-- Action item --
Give back every record exactly, with its pictures left out.

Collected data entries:
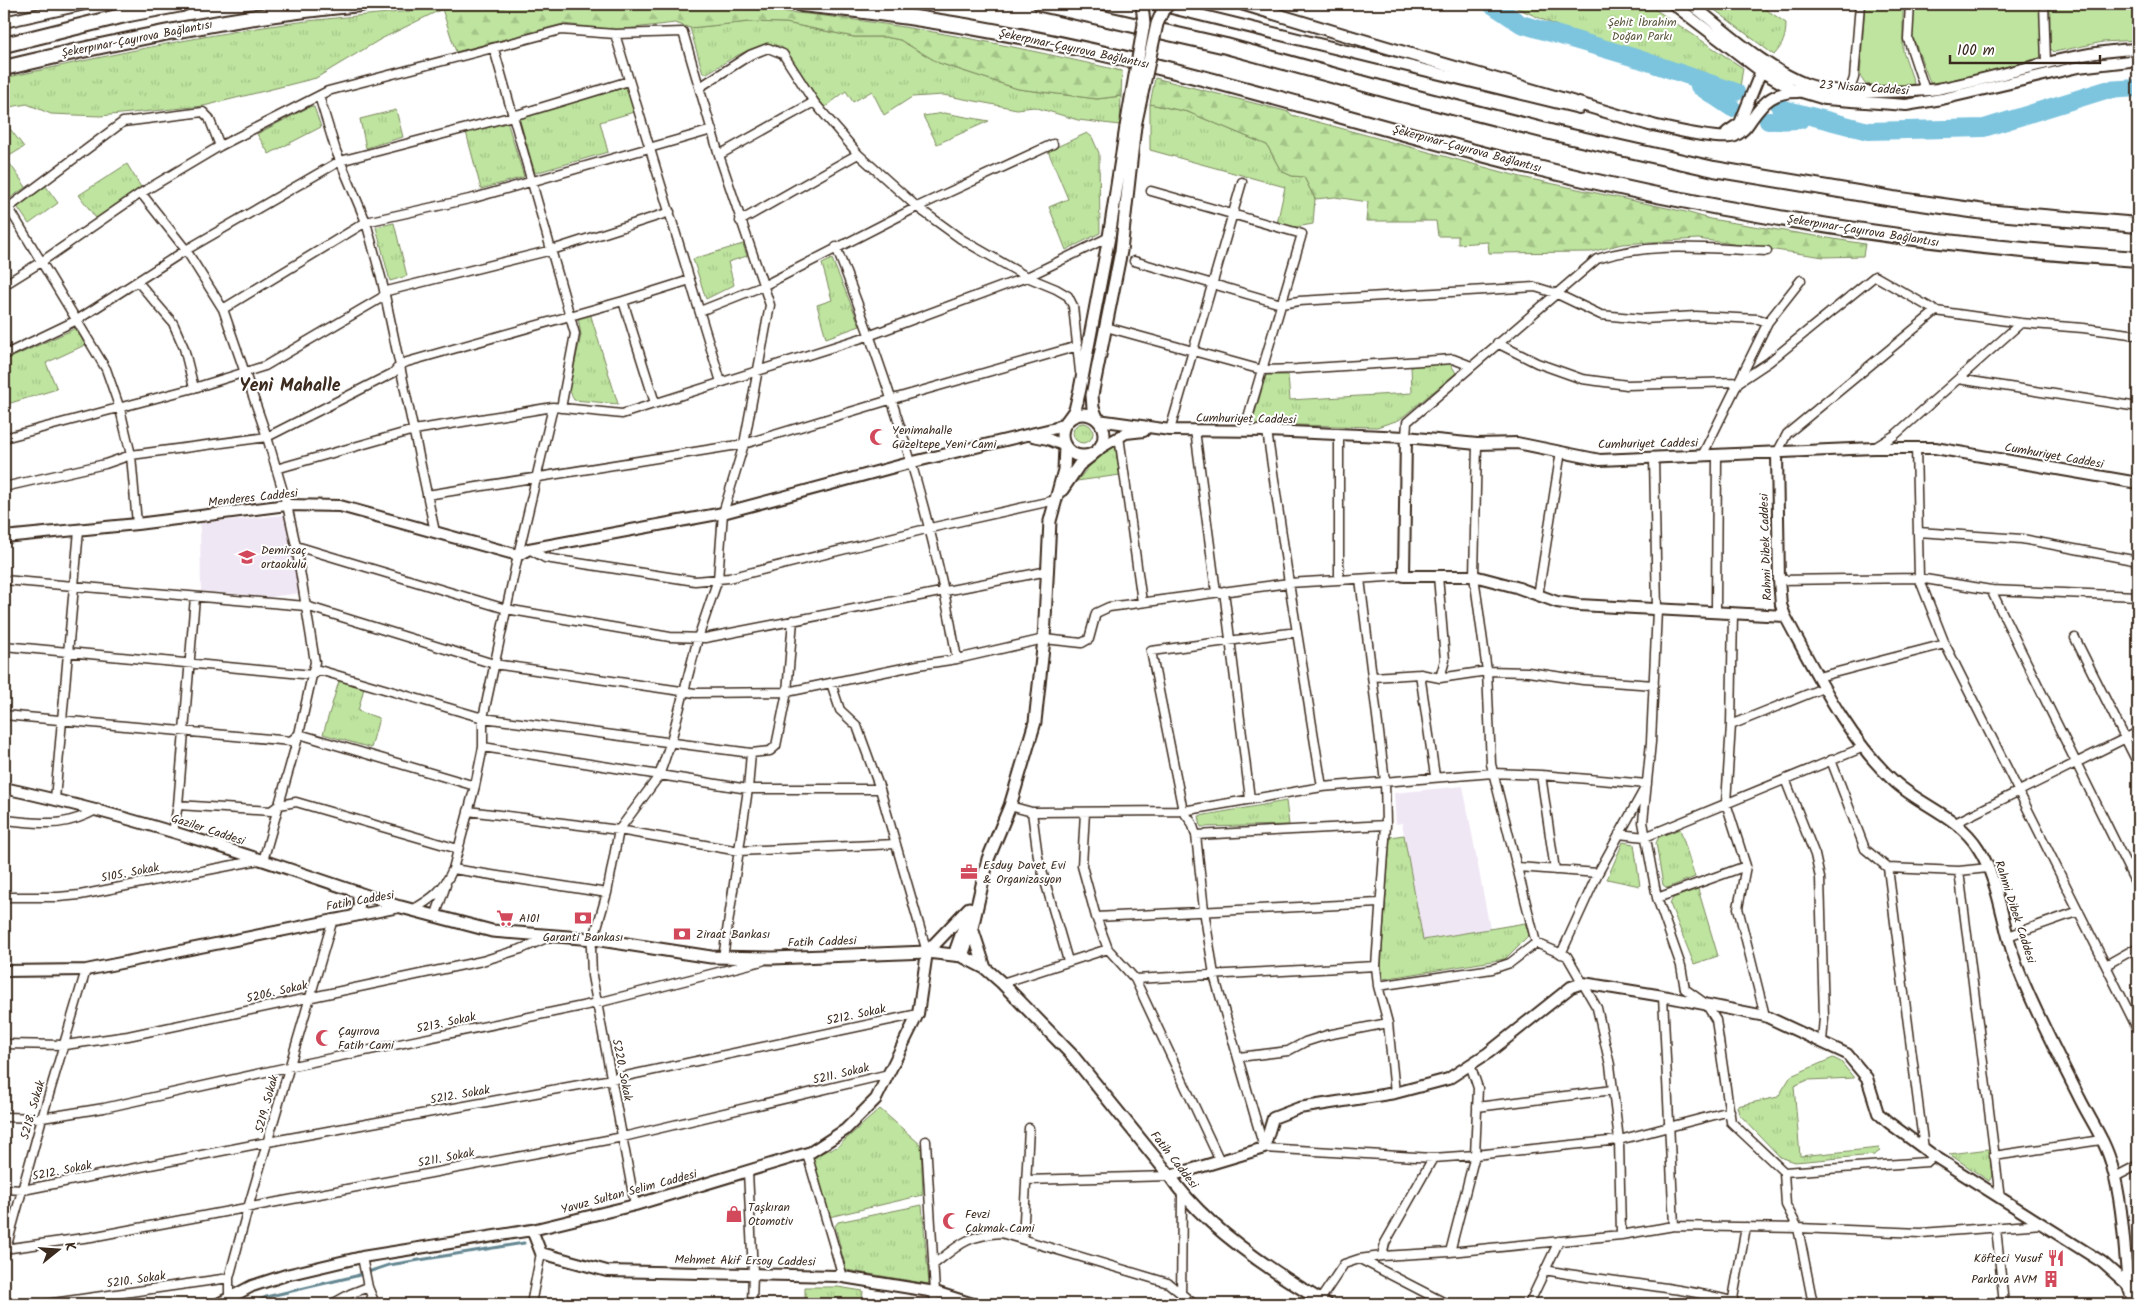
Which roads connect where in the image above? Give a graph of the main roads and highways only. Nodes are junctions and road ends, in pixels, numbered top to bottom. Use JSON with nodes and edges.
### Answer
{"nodes":[{"id":1,"x":182,"y":4,"type":"edge"},
{"id":2,"x":361,"y":4,"type":"edge"},
{"id":3,"x":801,"y":4,"type":"edge"},
{"id":4,"x":1041,"y":4,"type":"edge"},
{"id":5,"x":1142,"y":4,"type":"edge"},
{"id":6,"x":1169,"y":4,"type":"edge"},
{"id":7,"x":1243,"y":4,"type":"edge"},
{"id":8,"x":4,"y":45,"type":"edge"},
{"id":9,"x":4,"y":68,"type":"edge"},
{"id":10,"x":1651,"y":125,"type":"road end"},
{"id":11,"x":1130,"y":126,"type":"junction"},
{"id":12,"x":2138,"y":225,"type":"edge"},
{"id":13,"x":2138,"y":259,"type":"edge"},
{"id":14,"x":1098,"y":420,"type":"junction"},
{"id":15,"x":1067,"y":421,"type":"junction"},
{"id":16,"x":1065,"y":446,"type":"junction"},
{"id":17,"x":1098,"y":450,"type":"junction"},
{"id":18,"x":1056,"y":500,"type":"junction"},
{"id":19,"x":982,"y":886,"type":"junction"},
{"id":20,"x":972,"y":904,"type":"junction"},
{"id":21,"x":406,"y":909,"type":"road end"},
{"id":22,"x":972,"y":928,"type":"junction"},
{"id":23,"x":927,"y":952,"type":"junction"},
{"id":24,"x":958,"y":955,"type":"junction"},
{"id":25,"x":985,"y":968,"type":"junction"},
{"id":26,"x":2133,"y":1286,"type":"edge"},
{"id":27,"x":1324,"y":1302,"type":"edge"},
{"id":28,"x":2126,"y":1304,"type":"edge"},
{"id":29,"x":2135,"y":1304,"type":"edge"}],
"edges":[{"from":1,"to":8,"type":"highway","name":"Şekerpınar-Çayırova Bağlantısı"},
{"from":2,"to":9,"type":"highway","name":"Şekerpınar-Çayırova Bağlantısı"},
{"from":3,"to":13,"type":"highway","name":"Şekerpınar-Çayırova Bağlantısı"},
{"from":4,"to":12,"type":"highway"},
{"from":5,"to":11,"type":"main road","bridge":true},
{"from":6,"to":11,"type":"main road","bridge":true},
{"from":7,"to":10,"type":"main road"},
{"from":11,"to":14,"type":"main road"},
{"from":11,"to":15,"type":"main road"},
{"from":14,"to":15,"type":"main road"},
{"from":14,"to":17,"type":"main road"},
{"from":15,"to":16,"type":"main road"},
{"from":16,"to":17,"type":"main road"},
{"from":16,"to":18,"type":"main road"},
{"from":17,"to":18,"type":"main road"},
{"from":18,"to":19,"type":"main road"},
{"from":19,"to":20,"type":"main road"},
{"from":19,"to":22,"type":"main road"},
{"from":20,"to":23,"type":"main road"},
{"from":20,"to":24,"type":"main road"},
{"from":21,"to":23,"type":"main road","name":"Fatih Caddesi"},
{"from":22,"to":24,"type":"main road"},
{"from":22,"to":25,"type":"main road"},
{"from":23,"to":24,"type":"main road","name":"Fatih Caddesi"},
{"from":24,"to":25,"type":"main road","name":"Fatih Caddesi"},
{"from":25,"to":27,"type":"main road","name":"Fatih Caddesi"},
{"from":26,"to":28,"type":"main road","name":"Rahmi Dibek Caddesi"},
{"from":26,"to":29,"type":"main road","name":"Rahmi Dibek Caddesi"}]}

-- Answer below --
Which roads connect where in the image above? Give a graph of the main roads and highways only. Nodes are junctions and road ends, in pixels, numbered top to bottom. Use JSON with nodes and edges.
### Answer
{"nodes":[{"id":1,"x":182,"y":4,"type":"edge"},
{"id":2,"x":361,"y":4,"type":"edge"},
{"id":3,"x":801,"y":4,"type":"edge"},
{"id":4,"x":1041,"y":4,"type":"edge"},
{"id":5,"x":1142,"y":4,"type":"edge"},
{"id":6,"x":1169,"y":4,"type":"edge"},
{"id":7,"x":1243,"y":4,"type":"edge"},
{"id":8,"x":4,"y":45,"type":"edge"},
{"id":9,"x":4,"y":68,"type":"edge"},
{"id":10,"x":1651,"y":125,"type":"road end"},
{"id":11,"x":1130,"y":126,"type":"junction"},
{"id":12,"x":2138,"y":225,"type":"edge"},
{"id":13,"x":2138,"y":259,"type":"edge"},
{"id":14,"x":1098,"y":420,"type":"junction"},
{"id":15,"x":1067,"y":421,"type":"junction"},
{"id":16,"x":1065,"y":446,"type":"junction"},
{"id":17,"x":1098,"y":450,"type":"junction"},
{"id":18,"x":1056,"y":500,"type":"junction"},
{"id":19,"x":982,"y":886,"type":"junction"},
{"id":20,"x":972,"y":904,"type":"junction"},
{"id":21,"x":406,"y":909,"type":"road end"},
{"id":22,"x":972,"y":928,"type":"junction"},
{"id":23,"x":927,"y":952,"type":"junction"},
{"id":24,"x":958,"y":955,"type":"junction"},
{"id":25,"x":985,"y":968,"type":"junction"},
{"id":26,"x":2133,"y":1286,"type":"edge"},
{"id":27,"x":1324,"y":1302,"type":"edge"},
{"id":28,"x":2126,"y":1304,"type":"edge"},
{"id":29,"x":2135,"y":1304,"type":"edge"}],
"edges":[{"from":1,"to":8,"type":"highway","name":"Şekerpınar-Çayırova Bağlantısı"},
{"from":2,"to":9,"type":"highway","name":"Şekerpınar-Çayırova Bağlantısı"},
{"from":3,"to":13,"type":"highway","name":"Şekerpınar-Çayırova Bağlantısı"},
{"from":4,"to":12,"type":"highway"},
{"from":5,"to":11,"type":"main road","bridge":true},
{"from":6,"to":11,"type":"main road","bridge":true},
{"from":7,"to":10,"type":"main road"},
{"from":11,"to":14,"type":"main road"},
{"from":11,"to":15,"type":"main road"},
{"from":14,"to":15,"type":"main road"},
{"from":14,"to":17,"type":"main road"},
{"from":15,"to":16,"type":"main road"},
{"from":16,"to":17,"type":"main road"},
{"from":16,"to":18,"type":"main road"},
{"from":17,"to":18,"type":"main road"},
{"from":18,"to":19,"type":"main road"},
{"from":19,"to":20,"type":"main road"},
{"from":19,"to":22,"type":"main road"},
{"from":20,"to":23,"type":"main road"},
{"from":20,"to":24,"type":"main road"},
{"from":21,"to":23,"type":"main road","name":"Fatih Caddesi"},
{"from":22,"to":24,"type":"main road"},
{"from":22,"to":25,"type":"main road"},
{"from":23,"to":24,"type":"main road","name":"Fatih Caddesi"},
{"from":24,"to":25,"type":"main road","name":"Fatih Caddesi"},
{"from":25,"to":27,"type":"main road","name":"Fatih Caddesi"},
{"from":26,"to":28,"type":"main road","name":"Rahmi Dibek Caddesi"},
{"from":26,"to":29,"type":"main road","name":"Rahmi Dibek Caddesi"}]}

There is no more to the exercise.